Participants will only receive their allocated intervention. During follow-up, participants may require further interventions as part of their recovery as per routine NHS practice. Further clinical interventions will be permitted for participants without having to withdraw from the trial, but these will be recorded by the central trial team. To assess the risk of crossover between groups, we will closely monitor case report forms (CRFs) and data pertaining to intervention delivery.

Co-interventions

This is a pragmatic study and patient–caregiver dyads in either group will not be asked to desist from receiving other forms of treatment during the study such as continuing rehabilitation, general practitioner consultations, medication changes or alternative treatments as required. Use of these treatments will be recorded through CRFs.

Quality assessment

The trial will be monitored and audited in accordance with the current approved protocol, principles of GCP,19 relevant regulations and standard operating procedures.

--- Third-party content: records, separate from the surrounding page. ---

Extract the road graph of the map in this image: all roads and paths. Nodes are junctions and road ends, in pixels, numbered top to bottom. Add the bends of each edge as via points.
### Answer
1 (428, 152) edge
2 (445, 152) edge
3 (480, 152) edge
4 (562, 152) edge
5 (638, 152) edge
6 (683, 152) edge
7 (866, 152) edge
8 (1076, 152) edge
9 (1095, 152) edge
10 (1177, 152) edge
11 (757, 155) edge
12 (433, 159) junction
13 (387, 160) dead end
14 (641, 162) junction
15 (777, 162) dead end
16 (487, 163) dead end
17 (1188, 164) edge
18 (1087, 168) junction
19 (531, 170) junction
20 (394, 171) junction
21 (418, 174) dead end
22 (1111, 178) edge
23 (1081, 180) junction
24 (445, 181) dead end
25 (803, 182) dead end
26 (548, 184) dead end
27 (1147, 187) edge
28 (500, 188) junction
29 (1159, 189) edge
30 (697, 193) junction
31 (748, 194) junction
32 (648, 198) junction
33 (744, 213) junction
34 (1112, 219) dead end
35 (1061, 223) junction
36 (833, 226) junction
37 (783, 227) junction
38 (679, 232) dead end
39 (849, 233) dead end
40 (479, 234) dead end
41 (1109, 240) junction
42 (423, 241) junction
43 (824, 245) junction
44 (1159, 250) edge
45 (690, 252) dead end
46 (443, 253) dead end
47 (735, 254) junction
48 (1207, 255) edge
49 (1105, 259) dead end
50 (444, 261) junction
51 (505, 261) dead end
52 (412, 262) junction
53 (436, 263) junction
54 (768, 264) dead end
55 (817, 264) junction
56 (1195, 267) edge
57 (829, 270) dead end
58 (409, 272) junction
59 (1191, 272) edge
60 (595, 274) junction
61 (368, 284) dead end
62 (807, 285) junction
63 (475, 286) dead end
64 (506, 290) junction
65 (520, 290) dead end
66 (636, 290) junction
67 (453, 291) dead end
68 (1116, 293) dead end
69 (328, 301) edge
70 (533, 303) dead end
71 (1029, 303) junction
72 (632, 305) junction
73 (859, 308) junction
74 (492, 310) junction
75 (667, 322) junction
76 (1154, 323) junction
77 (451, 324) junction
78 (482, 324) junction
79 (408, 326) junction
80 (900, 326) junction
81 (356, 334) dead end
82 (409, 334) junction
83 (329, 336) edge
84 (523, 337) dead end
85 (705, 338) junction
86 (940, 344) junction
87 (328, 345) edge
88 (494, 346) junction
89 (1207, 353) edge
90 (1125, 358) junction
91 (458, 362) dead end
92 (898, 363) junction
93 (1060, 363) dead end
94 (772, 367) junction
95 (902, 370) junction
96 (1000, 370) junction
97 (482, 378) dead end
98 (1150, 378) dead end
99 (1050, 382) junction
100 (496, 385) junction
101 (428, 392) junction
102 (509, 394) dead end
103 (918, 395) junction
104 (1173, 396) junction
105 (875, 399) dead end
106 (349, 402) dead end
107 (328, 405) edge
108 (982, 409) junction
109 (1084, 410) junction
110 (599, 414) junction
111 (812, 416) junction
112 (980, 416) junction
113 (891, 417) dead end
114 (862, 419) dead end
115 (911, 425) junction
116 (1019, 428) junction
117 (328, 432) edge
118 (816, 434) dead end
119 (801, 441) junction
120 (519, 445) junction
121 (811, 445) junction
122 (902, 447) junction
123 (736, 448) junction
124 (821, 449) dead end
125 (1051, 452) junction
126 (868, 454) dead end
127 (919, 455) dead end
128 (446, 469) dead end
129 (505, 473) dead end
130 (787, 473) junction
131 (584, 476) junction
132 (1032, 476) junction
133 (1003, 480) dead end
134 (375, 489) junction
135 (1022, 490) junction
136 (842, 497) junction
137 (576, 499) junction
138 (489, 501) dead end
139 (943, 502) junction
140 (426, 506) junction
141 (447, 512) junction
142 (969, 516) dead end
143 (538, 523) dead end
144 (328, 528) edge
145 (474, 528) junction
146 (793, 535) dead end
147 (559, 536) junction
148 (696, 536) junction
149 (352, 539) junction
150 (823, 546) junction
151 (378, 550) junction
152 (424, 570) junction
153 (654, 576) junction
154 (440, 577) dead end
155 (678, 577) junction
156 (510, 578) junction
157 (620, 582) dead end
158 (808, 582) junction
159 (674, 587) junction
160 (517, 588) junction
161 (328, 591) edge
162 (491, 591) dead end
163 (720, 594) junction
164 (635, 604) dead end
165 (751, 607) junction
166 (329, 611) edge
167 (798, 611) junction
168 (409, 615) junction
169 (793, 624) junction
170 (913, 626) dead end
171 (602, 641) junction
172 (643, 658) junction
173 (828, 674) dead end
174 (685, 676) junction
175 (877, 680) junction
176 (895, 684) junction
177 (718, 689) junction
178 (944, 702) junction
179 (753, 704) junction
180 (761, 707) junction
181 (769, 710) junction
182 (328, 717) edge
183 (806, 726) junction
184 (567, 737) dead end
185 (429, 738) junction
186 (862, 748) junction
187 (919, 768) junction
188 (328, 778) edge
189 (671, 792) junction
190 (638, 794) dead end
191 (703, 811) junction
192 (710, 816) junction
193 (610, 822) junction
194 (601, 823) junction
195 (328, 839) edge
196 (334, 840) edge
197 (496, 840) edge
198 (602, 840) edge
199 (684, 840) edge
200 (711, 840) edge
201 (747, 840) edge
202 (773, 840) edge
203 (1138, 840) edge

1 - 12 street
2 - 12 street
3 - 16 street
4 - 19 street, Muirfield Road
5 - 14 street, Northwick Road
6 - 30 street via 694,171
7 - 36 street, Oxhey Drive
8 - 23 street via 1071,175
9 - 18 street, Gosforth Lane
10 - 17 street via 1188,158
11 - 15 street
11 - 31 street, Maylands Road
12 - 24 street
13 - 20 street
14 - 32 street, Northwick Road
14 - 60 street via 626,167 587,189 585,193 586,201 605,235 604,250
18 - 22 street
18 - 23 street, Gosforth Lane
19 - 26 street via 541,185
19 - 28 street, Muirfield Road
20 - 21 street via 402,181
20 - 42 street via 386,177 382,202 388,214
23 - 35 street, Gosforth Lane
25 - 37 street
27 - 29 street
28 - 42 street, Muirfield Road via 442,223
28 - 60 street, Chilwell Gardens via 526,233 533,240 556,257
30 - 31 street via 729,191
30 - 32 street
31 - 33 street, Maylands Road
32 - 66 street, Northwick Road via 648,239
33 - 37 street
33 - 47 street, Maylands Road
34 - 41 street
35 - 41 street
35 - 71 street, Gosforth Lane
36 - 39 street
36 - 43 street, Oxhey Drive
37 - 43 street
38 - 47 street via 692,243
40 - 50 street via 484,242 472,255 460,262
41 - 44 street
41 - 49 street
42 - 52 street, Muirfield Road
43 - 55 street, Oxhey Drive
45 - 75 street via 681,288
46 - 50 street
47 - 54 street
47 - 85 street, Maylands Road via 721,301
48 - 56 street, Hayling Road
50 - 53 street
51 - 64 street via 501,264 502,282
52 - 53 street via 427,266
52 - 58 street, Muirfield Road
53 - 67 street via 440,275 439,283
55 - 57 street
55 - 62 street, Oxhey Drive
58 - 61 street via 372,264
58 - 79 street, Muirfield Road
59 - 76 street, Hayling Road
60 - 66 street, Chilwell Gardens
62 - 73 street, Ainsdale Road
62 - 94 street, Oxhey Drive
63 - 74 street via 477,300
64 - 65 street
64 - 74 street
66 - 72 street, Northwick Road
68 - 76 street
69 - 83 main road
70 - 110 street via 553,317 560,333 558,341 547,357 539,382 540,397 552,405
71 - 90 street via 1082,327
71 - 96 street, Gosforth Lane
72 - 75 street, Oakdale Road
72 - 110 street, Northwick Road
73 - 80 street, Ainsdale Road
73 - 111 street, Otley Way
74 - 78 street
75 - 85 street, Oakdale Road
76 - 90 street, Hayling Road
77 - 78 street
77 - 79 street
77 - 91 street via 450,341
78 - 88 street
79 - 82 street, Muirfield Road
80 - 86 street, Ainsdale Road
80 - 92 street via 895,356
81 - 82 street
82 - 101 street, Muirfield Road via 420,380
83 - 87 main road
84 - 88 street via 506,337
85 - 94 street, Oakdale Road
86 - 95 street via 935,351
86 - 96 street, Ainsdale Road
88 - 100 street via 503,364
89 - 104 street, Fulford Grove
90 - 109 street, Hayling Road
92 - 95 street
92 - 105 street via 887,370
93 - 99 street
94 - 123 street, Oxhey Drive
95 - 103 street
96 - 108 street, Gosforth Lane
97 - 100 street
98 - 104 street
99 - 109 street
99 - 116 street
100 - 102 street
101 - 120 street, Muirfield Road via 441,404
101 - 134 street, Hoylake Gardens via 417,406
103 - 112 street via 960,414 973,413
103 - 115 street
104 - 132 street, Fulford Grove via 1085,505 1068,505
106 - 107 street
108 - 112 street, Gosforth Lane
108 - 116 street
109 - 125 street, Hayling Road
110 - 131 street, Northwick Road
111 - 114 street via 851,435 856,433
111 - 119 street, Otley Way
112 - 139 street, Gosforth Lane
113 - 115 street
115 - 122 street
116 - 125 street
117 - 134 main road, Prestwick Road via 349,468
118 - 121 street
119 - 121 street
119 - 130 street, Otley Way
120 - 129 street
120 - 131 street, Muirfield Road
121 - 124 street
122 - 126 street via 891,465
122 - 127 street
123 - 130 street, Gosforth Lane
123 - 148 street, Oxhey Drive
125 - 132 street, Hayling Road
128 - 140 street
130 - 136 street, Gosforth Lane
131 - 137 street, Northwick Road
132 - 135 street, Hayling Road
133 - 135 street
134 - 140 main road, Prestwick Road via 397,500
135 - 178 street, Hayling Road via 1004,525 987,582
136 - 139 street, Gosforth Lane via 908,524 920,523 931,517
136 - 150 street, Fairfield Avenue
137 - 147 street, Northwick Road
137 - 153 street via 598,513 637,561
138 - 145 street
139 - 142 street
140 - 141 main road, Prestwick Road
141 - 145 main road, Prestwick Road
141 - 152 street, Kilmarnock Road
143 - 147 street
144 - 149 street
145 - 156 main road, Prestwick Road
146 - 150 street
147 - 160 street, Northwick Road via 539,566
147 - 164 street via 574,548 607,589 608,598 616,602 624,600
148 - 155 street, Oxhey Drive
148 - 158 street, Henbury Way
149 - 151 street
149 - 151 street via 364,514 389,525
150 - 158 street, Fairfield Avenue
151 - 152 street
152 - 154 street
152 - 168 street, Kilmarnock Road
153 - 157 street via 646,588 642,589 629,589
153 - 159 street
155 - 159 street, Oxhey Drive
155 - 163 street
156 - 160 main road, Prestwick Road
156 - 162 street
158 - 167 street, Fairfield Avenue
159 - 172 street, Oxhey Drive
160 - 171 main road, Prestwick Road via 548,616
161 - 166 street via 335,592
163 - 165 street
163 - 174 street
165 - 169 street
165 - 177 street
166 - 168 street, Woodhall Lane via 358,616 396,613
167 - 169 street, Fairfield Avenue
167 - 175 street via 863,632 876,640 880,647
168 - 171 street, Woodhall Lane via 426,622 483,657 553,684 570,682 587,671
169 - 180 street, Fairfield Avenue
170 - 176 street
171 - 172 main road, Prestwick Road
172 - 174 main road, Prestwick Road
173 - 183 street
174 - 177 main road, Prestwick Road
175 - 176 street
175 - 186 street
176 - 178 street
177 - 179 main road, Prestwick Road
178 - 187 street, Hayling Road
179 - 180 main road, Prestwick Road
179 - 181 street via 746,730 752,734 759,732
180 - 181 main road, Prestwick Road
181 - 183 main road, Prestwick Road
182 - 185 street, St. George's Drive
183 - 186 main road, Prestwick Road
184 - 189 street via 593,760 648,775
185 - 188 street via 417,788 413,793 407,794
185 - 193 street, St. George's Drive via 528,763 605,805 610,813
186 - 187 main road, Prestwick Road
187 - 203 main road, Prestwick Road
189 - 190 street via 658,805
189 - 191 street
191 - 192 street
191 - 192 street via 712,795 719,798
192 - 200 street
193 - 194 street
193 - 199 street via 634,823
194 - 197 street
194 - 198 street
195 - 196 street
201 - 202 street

A quality control programme will be adopted to ensure protocol and intervention fidelity. We will collect data on what components of the interventions (control and experimental) were delivered. This is in respect of intervention parameters including: content, mode of delivery, staff delivered, frequency, timing of delivery and variation/deviations from the protocol. These will be collected through intervention logs and relevant CRFs. Quality assurance (QA) checks through site visits will be conducted at Month 1 from first randomisation (±3 weeks for each) at each site. These visits may be in-person or virtual. If there are concerns in relation to any aspect of the site visit, repeat visits with training may be undertaken to improve protocol compliance.

Assessment

The data collection schedule is summarised in table 1.

Table 1.

Participant timeline illustrating schedule of enrolment, interventions and assessments

Time point Screening and initial contact Baseline Randomisation Group-based session Post-session call Follow-up
Aim up to 14 days post-first contact Weeks 1 to 5 Aim up to 6 weeks post-group-based session 3 months from post-randomisation (±3 weeks)
ENROLMENT
 Initial approach
 Informed consent
 Randomisation
INTERVENTIONS
 Experimental (usual care plus JOINT SUPPORT)
 Control (usual care)
ASSESSMENTS
 Screening logs
 Adverse event reporting
 Date of first appointment
 Patient age
 Patient gender
 Patient ethnicity
 Patient height
 Patient weight
 Patient medical history
 Patient occupational status
 Patient residential status
 Patient EQ-5D-5L
 Patient MSK-HQ
 Patient GSE
 Patient NRS pain
 Patient NRS fatigue
 Patient CES-D
 Patient Health Use Questionnaire
 Caregiver EQ-5D-5L
 Caregiver CES-D
 Caregiver Zarit Burden Questionnaire
 Caregiver Leisure Time Satisfaction Questionnaire
 Caregiver Health Use Questionnaire
 Caregiver age
 Caregiver gender
 Caregiver ethnicity
 Caregiver medical history
 Caregiver caregiving experience (duration/caregiver for another person)
 Caregiver residential status to patient
 Caregiver occupational status
 Working or not
 HCP usual care logs
 JOINT SUPPORT intervention logs
 Patient complications/adverse events
 Caregiver intervention home logs
 Caregiver acceptability intervention
 Patient–caregiver semi-structured interviews
 HCP semi-structured interviews

CES-D, Centre for Epidemiologic Studies Depression Scale (CES-D); EQ-5D-5L, EQ-5D 5 level instrument; GSE, general self-efficacy scale; HCP, healthcare professional; MSK-HQ, Musculoskeletal Health Questionnaire; NRS, numerical rating scale.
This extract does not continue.